I’m sure any Mancunian reading his piece below will recognise the mysterious aura of  divine damp that ever pervades our favourite city. But perhaps I’ve now left myself open to derision ..!

“Mystery Story

“Covered in slight fog

Faces blur over the sunset

 

“Stretching round the back of

The shut down bus station

 

“ Leading to the deserted dockyard

And blown out streetlights

 

“Breathing in and out slowly

Like a deer frozen in the headlights

 

“And a mystery unsolved

Dripping off the side of the bridge”.

© Natalie Wood (07 July 2014)

Friday 4 July 2014

Where Ireland and Israel May Meet

The day the Irish literary world plunged into deep mourning on the passing of a favourite son, Israel cheered an honorary degree from Trinity College, Dublin awarded to its own best known living novelist.

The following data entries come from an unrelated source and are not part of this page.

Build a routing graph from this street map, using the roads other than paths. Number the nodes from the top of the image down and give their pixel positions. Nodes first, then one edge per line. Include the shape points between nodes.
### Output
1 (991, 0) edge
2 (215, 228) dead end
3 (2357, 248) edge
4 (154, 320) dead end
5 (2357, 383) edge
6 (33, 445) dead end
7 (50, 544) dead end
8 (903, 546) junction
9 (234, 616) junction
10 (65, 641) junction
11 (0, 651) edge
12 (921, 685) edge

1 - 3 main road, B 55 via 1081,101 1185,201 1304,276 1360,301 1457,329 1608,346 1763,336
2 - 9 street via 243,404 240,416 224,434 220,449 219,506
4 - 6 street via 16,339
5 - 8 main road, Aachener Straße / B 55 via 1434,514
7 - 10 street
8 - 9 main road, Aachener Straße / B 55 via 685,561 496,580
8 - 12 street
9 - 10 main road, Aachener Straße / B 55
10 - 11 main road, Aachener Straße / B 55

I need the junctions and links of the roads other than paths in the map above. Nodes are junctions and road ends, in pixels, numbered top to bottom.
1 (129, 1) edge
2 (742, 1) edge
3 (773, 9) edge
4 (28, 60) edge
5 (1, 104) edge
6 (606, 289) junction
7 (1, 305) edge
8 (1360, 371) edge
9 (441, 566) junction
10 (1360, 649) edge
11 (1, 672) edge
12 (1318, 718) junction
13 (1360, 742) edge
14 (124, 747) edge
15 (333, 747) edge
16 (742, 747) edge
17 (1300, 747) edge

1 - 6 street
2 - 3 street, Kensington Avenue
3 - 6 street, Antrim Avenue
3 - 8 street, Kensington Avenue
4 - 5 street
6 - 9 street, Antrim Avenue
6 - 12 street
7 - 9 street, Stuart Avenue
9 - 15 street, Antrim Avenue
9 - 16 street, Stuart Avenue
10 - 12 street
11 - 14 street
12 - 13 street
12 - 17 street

What’s more, the honour bestowed on Amos Oz was given by former Irish president Mary Robinson, who as United Nations High Commissioner for Human Rights became known for her harsh criticism of Israel.

Oz told Ynet News during a telephone interview: "Dublin is not an easy place for Israelis. The criticism towards Israel and its policy in the territories is even harsher than anywhere else in Europe. But the cultural Dublin, the one that loves poetry and literature received us with open arms. My wife Nili and I spent only a few days here, but they will always be remembered with great affection”.

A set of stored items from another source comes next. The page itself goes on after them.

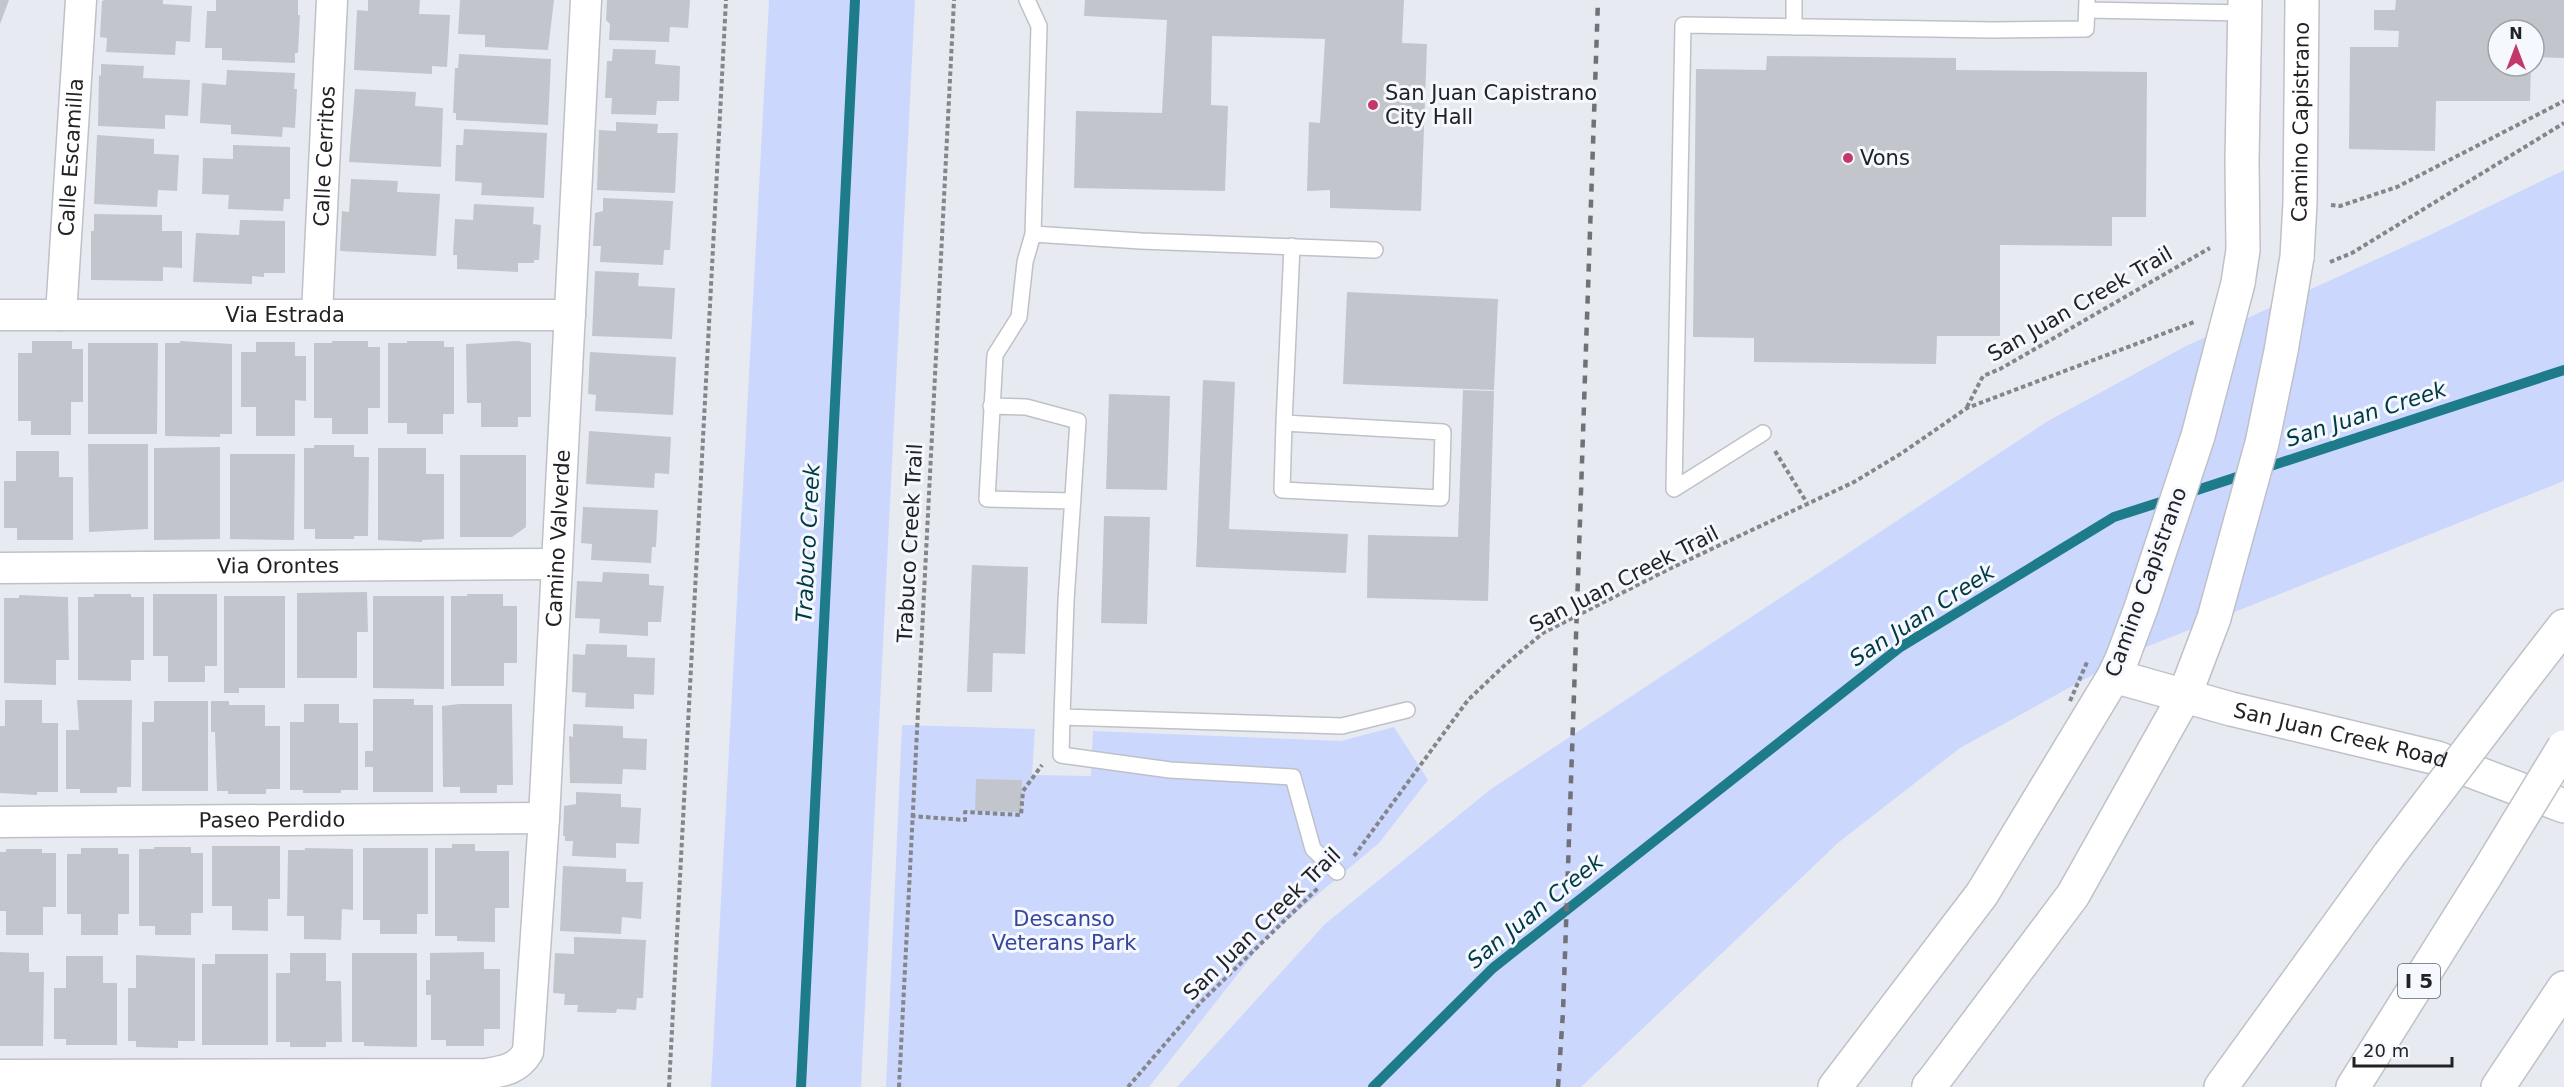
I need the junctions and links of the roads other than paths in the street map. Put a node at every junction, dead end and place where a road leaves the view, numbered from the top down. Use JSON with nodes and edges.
{"nodes":[{"id":1,"x":81,"y":0,"type":"edge"},
{"id":2,"x":332,"y":0,"type":"edge"},
{"id":3,"x":586,"y":0,"type":"edge"},
{"id":4,"x":1027,"y":0,"type":"edge"},
{"id":5,"x":1794,"y":0,"type":"edge"},
{"id":6,"x":2302,"y":0,"type":"edge"},
{"id":7,"x":2087,"y":5,"type":"edge"},
{"id":8,"x":2245,"y":6,"type":"edge"},
{"id":9,"x":1794,"y":27,"type":"junction"},
{"id":10,"x":1033,"y":234,"type":"junction"},
{"id":11,"x":1292,"y":246,"type":"junction"},
{"id":12,"x":1375,"y":250,"type":"dead end"},
{"id":13,"x":317,"y":314,"type":"junction"},
{"id":14,"x":0,"y":315,"type":"edge"},
{"id":15,"x":62,"y":315,"type":"junction"},
{"id":16,"x":570,"y":315,"type":"junction"},
{"id":17,"x":991,"y":406,"type":"junction"},
{"id":18,"x":1284,"y":423,"type":"junction"},
{"id":19,"x":1763,"y":433,"type":"road end"},
{"id":20,"x":1073,"y":501,"type":"junction"},
{"id":21,"x":556,"y":564,"type":"junction"},
{"id":22,"x":0,"y":568,"type":"edge"},
{"id":23,"x":2564,"y":626,"type":"edge"},
{"id":24,"x":2118,"y":668,"type":"junction"},
{"id":25,"x":2184,"y":697,"type":"junction"},
{"id":26,"x":1407,"y":710,"type":"dead end"},
{"id":27,"x":1062,"y":717,"type":"junction"},
{"id":28,"x":2564,"y":747,"type":"edge"},
{"id":29,"x":2564,"y":806,"type":"edge"},
{"id":30,"x":544,"y":818,"type":"junction"},
{"id":31,"x":0,"y":822,"type":"edge"},
{"id":32,"x":1337,"y":873,"type":"road end"},
{"id":33,"x":2564,"y":988,"type":"edge"},
{"id":34,"x":0,"y":1075,"type":"edge"},
{"id":35,"x":1835,"y":1087,"type":"edge"},
{"id":36,"x":1929,"y":1087,"type":"edge"},
{"id":37,"x":2221,"y":1087,"type":"edge"},
{"id":38,"x":2353,"y":1087,"type":"edge"},
{"id":39,"x":2498,"y":1087,"type":"edge"}],
"edges":[{"from":1,"to":15,"type":"street","name":"Calle Escamilla"},
{"from":2,"to":13,"type":"street","name":"Calle Cerritos"},
{"from":3,"to":16,"type":"street","name":"Camino Valverde"},
{"from":4,"to":10,"type":"lane"},
{"from":5,"to":9,"type":"lane"},
{"from":6,"to":25,"type":"main road","name":"Camino Capistrano","bridge":true},
{"from":7,"to":8,"type":"lane"},
{"from":7,"to":9,"type":"lane"},
{"from":8,"to":24,"type":"main road","name":"Camino Capistrano","bridge":true},
{"from":9,"to":19,"type":"lane"},
{"from":10,"to":11,"type":"lane"},
{"from":10,"to":17,"type":"lane"},
{"from":11,"to":12,"type":"lane"},
{"from":11,"to":18,"type":"lane"},
{"from":13,"to":15,"type":"street","name":"Via Estrada"},
{"from":13,"to":16,"type":"street","name":"Via Estrada"},
{"from":14,"to":15,"type":"street","name":"Via Estrada"},
{"from":16,"to":21,"type":"street","name":"Camino Valverde"},
{"from":17,"to":20,"type":"lane"},
{"from":17,"to":20,"type":"lane"},
{"from":18,"to":18,"type":"lane"},
{"from":20,"to":27,"type":"lane"},
{"from":21,"to":22,"type":"street","name":"Via Orontes"},
{"from":21,"to":30,"type":"street","name":"Camino Valverde"},
{"from":23,"to":37,"type":"main road","bridge":true},
{"from":24,"to":25,"type":"main road","name":"San Juan Creek Road"},
{"from":24,"to":35,"type":"main road","name":"Camino Capistrano"},
{"from":25,"to":29,"type":"main road","name":"San Juan Creek Road"},
{"from":25,"to":36,"type":"main road","name":"Camino Capistrano"},
{"from":26,"to":27,"type":"lane"},
{"from":27,"to":32,"type":"lane"},
{"from":28,"to":38,"type":"main road","number":"I 5","bridge":true},
{"from":30,"to":31,"type":"street","name":"Paseo Perdido"},
{"from":30,"to":34,"type":"street","name":"Camino Valverde"},
{"from":33,"to":39,"type":"main road"}]}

However this piece is not about Oz, but about novelist and poet, Dermot Healy, who was hugely loved and respected as much by his neighbours in Ballyconnell, County Sligo as by his literary peers.

But rather than give a potted biography of Healy who was not well-known outside Ireland, I’m reposting this video clip of  a fiction and poetry reading he delivered in December 2012.

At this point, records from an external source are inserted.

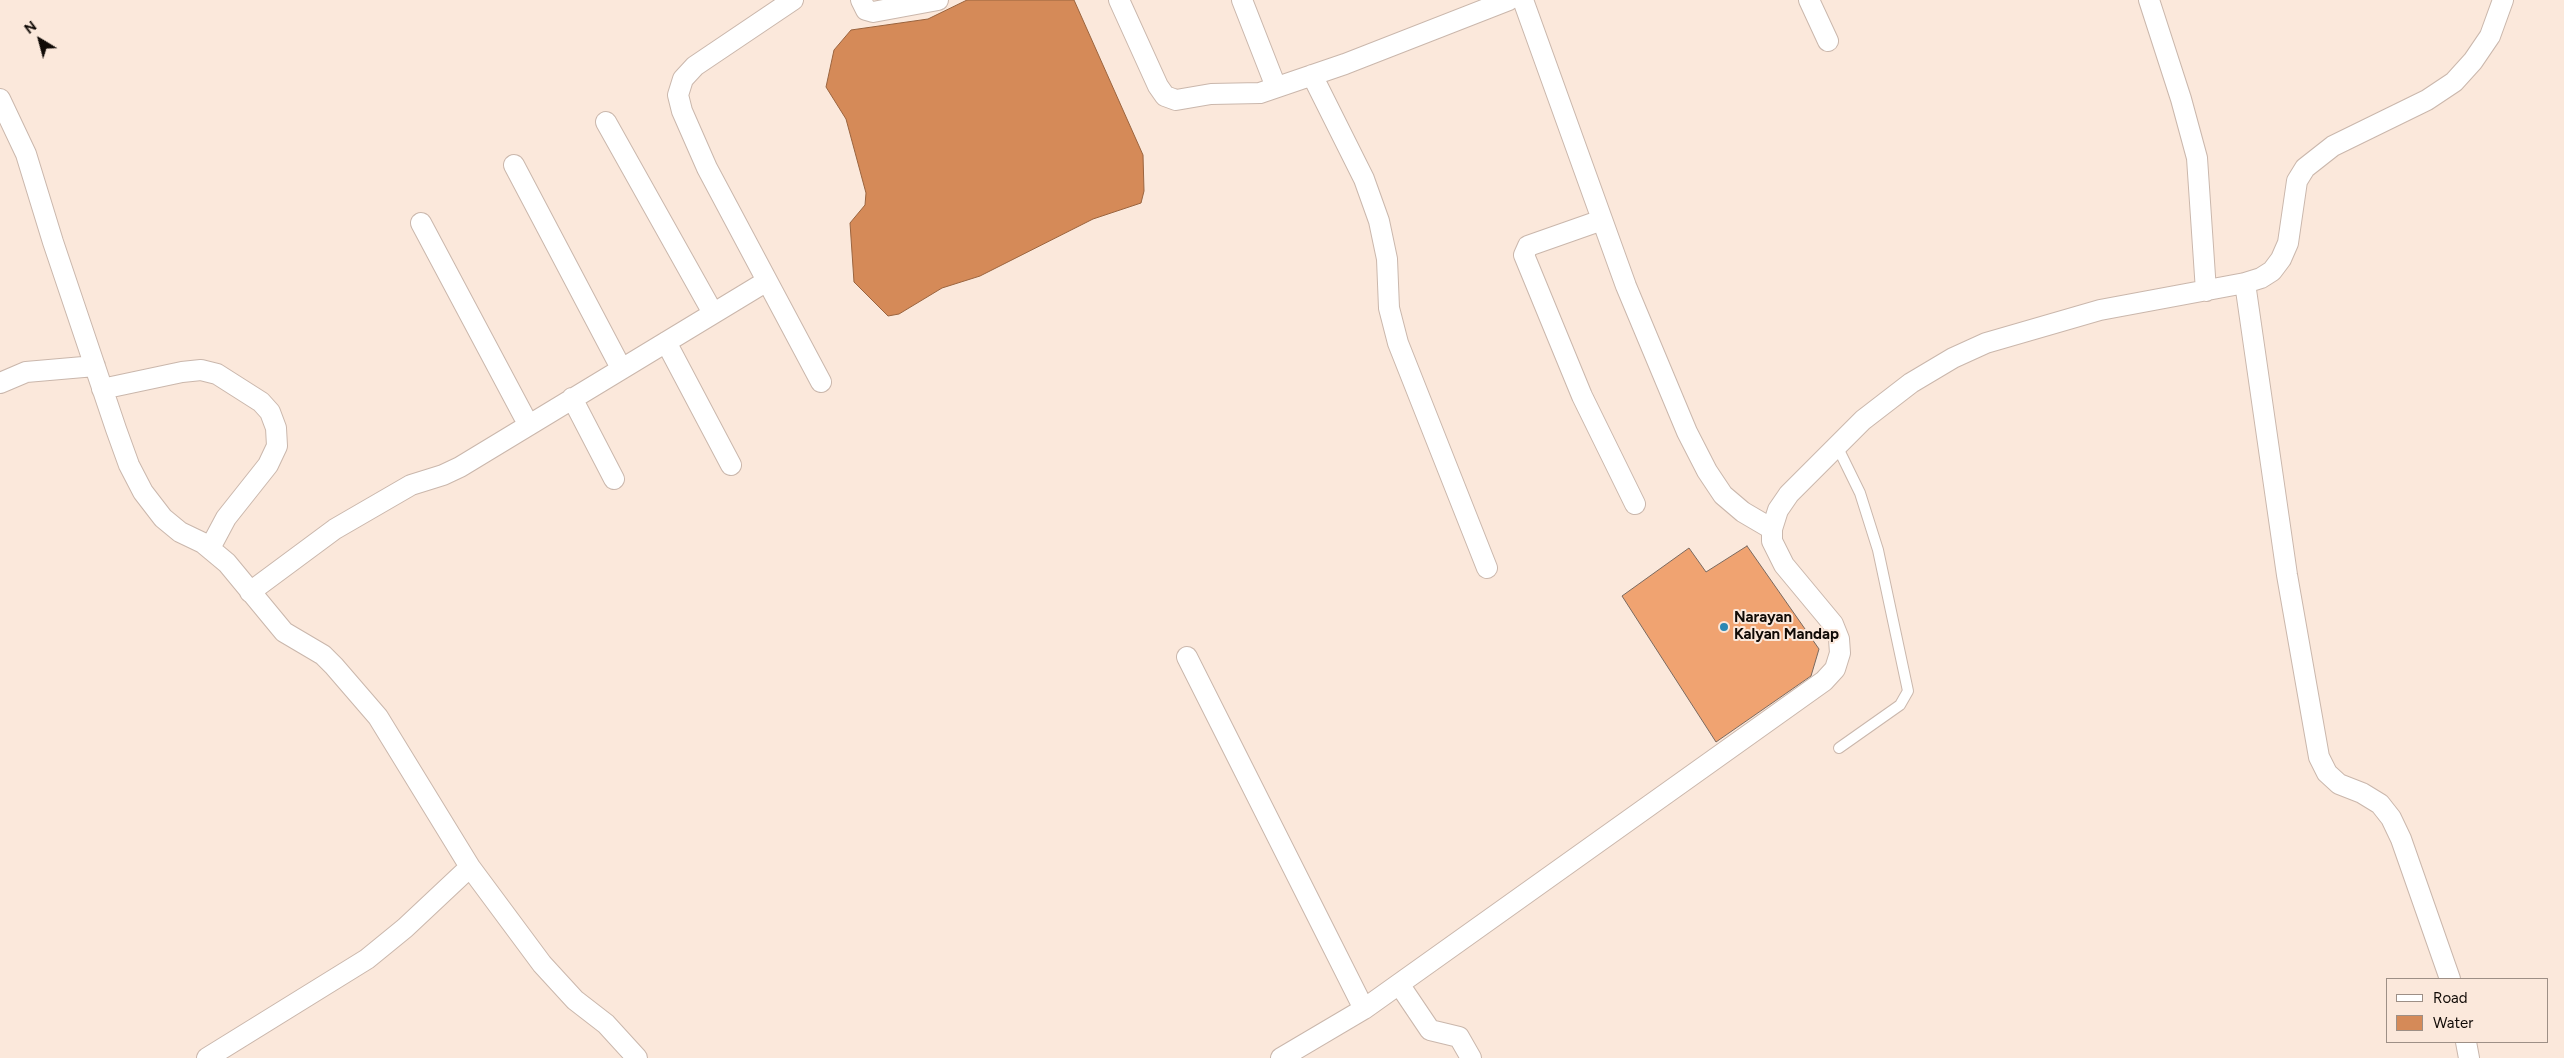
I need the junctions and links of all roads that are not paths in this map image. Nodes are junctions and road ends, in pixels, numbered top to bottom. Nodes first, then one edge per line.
1 (793, 0) edge
2 (861, 0) edge
3 (938, 0) edge
4 (1119, 0) edge
5 (1242, 0) edge
6 (1509, 0) edge
7 (1523, 0) edge
8 (1809, 0) edge
9 (2149, 0) edge
10 (2503, 0) edge
11 (1828, 41) dead end
12 (1312, 76) junction
13 (1276, 88) junction
14 (0, 99) edge
15 (606, 122) dead end
16 (514, 165) dead end
17 (1602, 220) junction
18 (421, 223) dead end
19 (767, 281) junction
20 (2245, 284) junction
21 (2206, 291) junction
22 (713, 313) junction
23 (666, 342) junction
24 (95, 366) junction
25 (621, 368) junction
26 (821, 382) dead end
27 (0, 383) edge
28 (102, 389) junction
29 (572, 398) junction
30 (528, 424) junction
31 (1837, 446) junction
32 (731, 465) dead end
33 (614, 479) dead end
34 (1636, 504) dead end
35 (1772, 529) junction
36 (210, 548) junction
37 (1486, 568) dead end
38 (250, 592) junction
39 (1187, 657) dead end
40 (1839, 748) dead end
41 (470, 867) junction
42 (2450, 978) edge
43 (1398, 984) junction
44 (1364, 1009) junction
45 (2466, 1043) edge
46 (207, 1058) edge
47 (637, 1058) edge
48 (1282, 1058) edge
49 (1471, 1058) edge
50 (2469, 1058) edge

1 - 19 street
2 - 3 street
4 - 13 street
5 - 13 street
6 - 12 street
7 - 17 street
8 - 11 street
9 - 21 street
10 - 20 street
12 - 13 street
12 - 37 street
14 - 24 street
15 - 22 street
16 - 25 street
17 - 34 street
17 - 35 street
18 - 30 street
19 - 22 street
19 - 26 street
20 - 21 street
20 - 42 street
21 - 31 street
22 - 23 street
23 - 25 street
23 - 32 street
24 - 27 street
24 - 28 street
25 - 29 street
28 - 36 street
28 - 36 street
29 - 30 street
29 - 33 street
30 - 38 street
31 - 35 street
31 - 40 lane
35 - 43 street
36 - 38 street
38 - 41 street
39 - 44 street
41 - 46 street
41 - 47 street
43 - 44 street
43 - 49 street
44 - 48 street
45 - 50 street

Still, I cannot conclude without giving us something to read, so here is The No Tree – courtesy of Poem Hunter.com.

“The No-TreeDermot.Healy

“Sometimes the moon
gets caught in the high branches
of the No-tree,
and you have to shake                   
and shake the No-tree
to set it free.
Even this may never be enough”.

© Natalie Wood (04 July 2014)

Wednesday 2 July 2014

They Were Here But Yesterday

Three sets of parents are in mourning following the abduction and murder of Israeli Jewish students, Naftali Fraenkel, Gilad Shaar and Eyal Yifrach.

So it should have been no surprise that a poem by one of the country’s most revered writers was included among the conventional funeral prayers during yesterday’s eulogies and funerals.   Three.Mothers

After all, Israel’s first Prime Minister, David Ben Gurion had called Natan Alterman ‘the conscience of the people’ and his poem, The Third Mother positively screamed to be somehow included on this most tragic of occasions.

 Natan.AltermanAlterman (1910-1970) was born in Warsaw and moved to Tel Aviv in 1935 where he attended the Herzl Gymnasia (high school). He studied agronomy in France but when he returned to Palestine he concentrated on his writing.


Although Alterman is known best as a lyricist, he also wrote plays, short sketches, children’s books, newspaper columns and made prize-winning translations of Shakespeare, Moliere and Racine into Hebrew. He received the Israel Prize for his contribution to Israeli literature in 1968.

“The Third Mother
”Mothers are singing. Mothers are singing.
A fist of thunder bangs down. Strong silence.
Red-bearded lamps are marching
in the empty streets in rows.

“Autumn mortally ill, weary,
inconsolable autumn,
rain without beginning or end.
No candle in the window, now light in the world,
three mothers sing.

“I hear one of them say:
’He was here but yesterday.
I shall kiss his every fingernail and finger.
I see a tall ship in a calm bay,
and my son from the topmast hanging’.

“And the second one says:
’My son is tall and quiet.
I am sewing a holiday shirt for my dear.
He's walking in the fields. He will soon be here.
And he holds in his heart a lead bullet’.

“And the third mother says with her wandering eyes:
’No one was dearer or kinder...
Who shall weep when he comes if I cannot see?
I do not know where to find him’.

“And she bathes her eyelashes with weeping.
Perhaps he is only resting. Perhaps
in foreign places he measures
the paths of Your world, O God,
(Like a wandering monk) with kisses’”.